A antiga ministra da Saúde comentava aos jornalistas, à margem de uma visita ao Hospital Professor Doutor Fernando Fonseca, na Amadora, as recentes notícias sobre alegadas respostas deficientes em unidades do Serviço Nacional de Saúde.
“Nós temos a melhor instituição democrática reconhecida como sendo o Serviço Nacional de Saúde e, portanto, todos temos o dever de convergir no sentido de a preservar, defender e aprofundar”, disse Maria de Belém Roseira.
Mas, defendeu, “também temos que ter a noção que no Serviço Nacional de Saúde, e durante cada dia, se praticam milhões de atos e a única coisa que é notícia é aquilo que corre mal”.
“Portanto, devemos não confundir entre a perceção, que é muito suscitada pelas coisas que correm mal, e também ter a noção que o Serviço Nacional de Saúde continua a funcionar e vai continuar a funcionar porque é uma instituição absolutamente necessária para o exercício dos direitos fundamentais”, sustentou.
Sobre a sua visita ao hospital Amadora-Sintra no dia 31 de dezembro, a militante socialista e ex-presidente do PS explicou que de deve ao facto de ser ”um hospital emblemático” e por ter problemas que são “quase de raiz”, uma vez que foi concebido para atender muito menos utentes do que os que passou a abranger.
Durante a visita, Maria de Belém Roseira iria reunir-se com o Conselho de Administração do hospital e visitar alguns serviços para se aperceber dos “problemas que hoje existem”, designadamente os tempos de espera das urgências, uma situação que “compromete ou dificulta o acesso dos doentes aos serviços e aos cuidados de que necessitam”.
“É uma reunião de trabalho na medida em que como candidata à presidência da República considero que devo conhecer com atualidade todas as questões que interferem com questões de direitos fundamentais”, disse Maria de Belém de Roseira antes de iniciar a visita ao hospital.

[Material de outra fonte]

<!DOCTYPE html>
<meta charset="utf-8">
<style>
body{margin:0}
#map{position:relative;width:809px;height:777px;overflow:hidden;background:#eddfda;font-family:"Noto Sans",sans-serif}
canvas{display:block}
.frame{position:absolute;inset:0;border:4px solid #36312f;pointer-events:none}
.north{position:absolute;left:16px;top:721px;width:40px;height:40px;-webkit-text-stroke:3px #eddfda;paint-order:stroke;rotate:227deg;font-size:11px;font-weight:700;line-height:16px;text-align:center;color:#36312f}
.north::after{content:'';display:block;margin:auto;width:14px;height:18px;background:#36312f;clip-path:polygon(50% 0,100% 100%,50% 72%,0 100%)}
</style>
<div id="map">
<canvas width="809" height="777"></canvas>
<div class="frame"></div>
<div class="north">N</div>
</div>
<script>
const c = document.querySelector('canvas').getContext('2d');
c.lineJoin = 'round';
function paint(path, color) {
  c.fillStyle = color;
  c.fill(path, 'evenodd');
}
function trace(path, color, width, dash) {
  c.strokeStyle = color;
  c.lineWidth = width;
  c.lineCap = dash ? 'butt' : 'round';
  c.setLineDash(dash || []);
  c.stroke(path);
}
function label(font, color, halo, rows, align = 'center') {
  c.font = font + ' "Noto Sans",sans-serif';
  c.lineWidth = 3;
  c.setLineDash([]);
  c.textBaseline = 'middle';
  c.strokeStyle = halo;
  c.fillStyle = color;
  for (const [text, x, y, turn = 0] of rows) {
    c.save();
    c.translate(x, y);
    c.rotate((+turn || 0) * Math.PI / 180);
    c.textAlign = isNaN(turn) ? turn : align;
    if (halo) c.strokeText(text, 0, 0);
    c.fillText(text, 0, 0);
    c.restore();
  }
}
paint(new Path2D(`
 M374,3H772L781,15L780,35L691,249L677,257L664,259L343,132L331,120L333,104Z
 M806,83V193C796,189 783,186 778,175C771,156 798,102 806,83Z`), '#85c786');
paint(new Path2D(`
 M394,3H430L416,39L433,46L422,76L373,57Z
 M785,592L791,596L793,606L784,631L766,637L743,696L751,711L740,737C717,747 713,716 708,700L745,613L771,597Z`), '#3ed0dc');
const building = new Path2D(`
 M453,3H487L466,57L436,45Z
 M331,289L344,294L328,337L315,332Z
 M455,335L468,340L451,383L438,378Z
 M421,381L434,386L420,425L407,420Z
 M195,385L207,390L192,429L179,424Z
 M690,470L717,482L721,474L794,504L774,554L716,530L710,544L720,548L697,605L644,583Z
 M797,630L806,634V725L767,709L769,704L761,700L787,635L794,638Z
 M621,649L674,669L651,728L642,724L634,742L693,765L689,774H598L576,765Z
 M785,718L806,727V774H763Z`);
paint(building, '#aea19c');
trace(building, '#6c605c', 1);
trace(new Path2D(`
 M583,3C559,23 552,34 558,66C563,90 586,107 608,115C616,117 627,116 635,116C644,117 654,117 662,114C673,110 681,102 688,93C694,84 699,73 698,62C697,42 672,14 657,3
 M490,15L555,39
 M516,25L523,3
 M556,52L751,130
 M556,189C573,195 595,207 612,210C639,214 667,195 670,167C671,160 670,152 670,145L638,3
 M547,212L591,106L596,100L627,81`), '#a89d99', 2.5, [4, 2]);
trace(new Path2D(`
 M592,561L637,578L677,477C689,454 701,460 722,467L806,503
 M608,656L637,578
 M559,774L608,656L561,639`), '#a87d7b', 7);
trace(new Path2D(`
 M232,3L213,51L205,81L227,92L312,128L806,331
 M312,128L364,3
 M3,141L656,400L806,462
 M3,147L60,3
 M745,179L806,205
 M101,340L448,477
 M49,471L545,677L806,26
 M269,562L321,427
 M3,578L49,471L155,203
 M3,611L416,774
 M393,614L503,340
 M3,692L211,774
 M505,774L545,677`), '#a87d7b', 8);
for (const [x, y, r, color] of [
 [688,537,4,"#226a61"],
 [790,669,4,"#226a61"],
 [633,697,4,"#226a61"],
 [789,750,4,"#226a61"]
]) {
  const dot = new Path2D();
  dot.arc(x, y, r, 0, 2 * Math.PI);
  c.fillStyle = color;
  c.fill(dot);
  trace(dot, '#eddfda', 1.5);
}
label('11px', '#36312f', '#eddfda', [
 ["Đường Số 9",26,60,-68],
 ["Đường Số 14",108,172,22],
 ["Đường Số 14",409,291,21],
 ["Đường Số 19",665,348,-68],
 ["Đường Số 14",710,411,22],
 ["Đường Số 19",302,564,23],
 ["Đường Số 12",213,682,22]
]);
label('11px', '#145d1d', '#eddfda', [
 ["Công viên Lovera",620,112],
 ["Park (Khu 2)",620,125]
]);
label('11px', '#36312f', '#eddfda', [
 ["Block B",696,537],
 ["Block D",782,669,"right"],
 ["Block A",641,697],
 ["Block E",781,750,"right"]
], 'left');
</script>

Outro dos objetivos da visita da candidata presidencial foi manifestar a sua disponibilidade para ajudar na resolução de “qualquer estrangulamento que exista ou qualquer problema que exista” e que possa ser facilitado com a sua intervenção.
Maria de Belém Roseira destacou ainda o anúncio de algumas medidas do novo Governo que, afirmou, vão permitir uma reorganização da oferta de cuidados e da organização das equipas.
“Vamos todos desejar que sejam eficazes porque o que está em causa é o exercício de um direito fundamental”, declarou a candidata às eleições presidenciais de 24 de janeiro.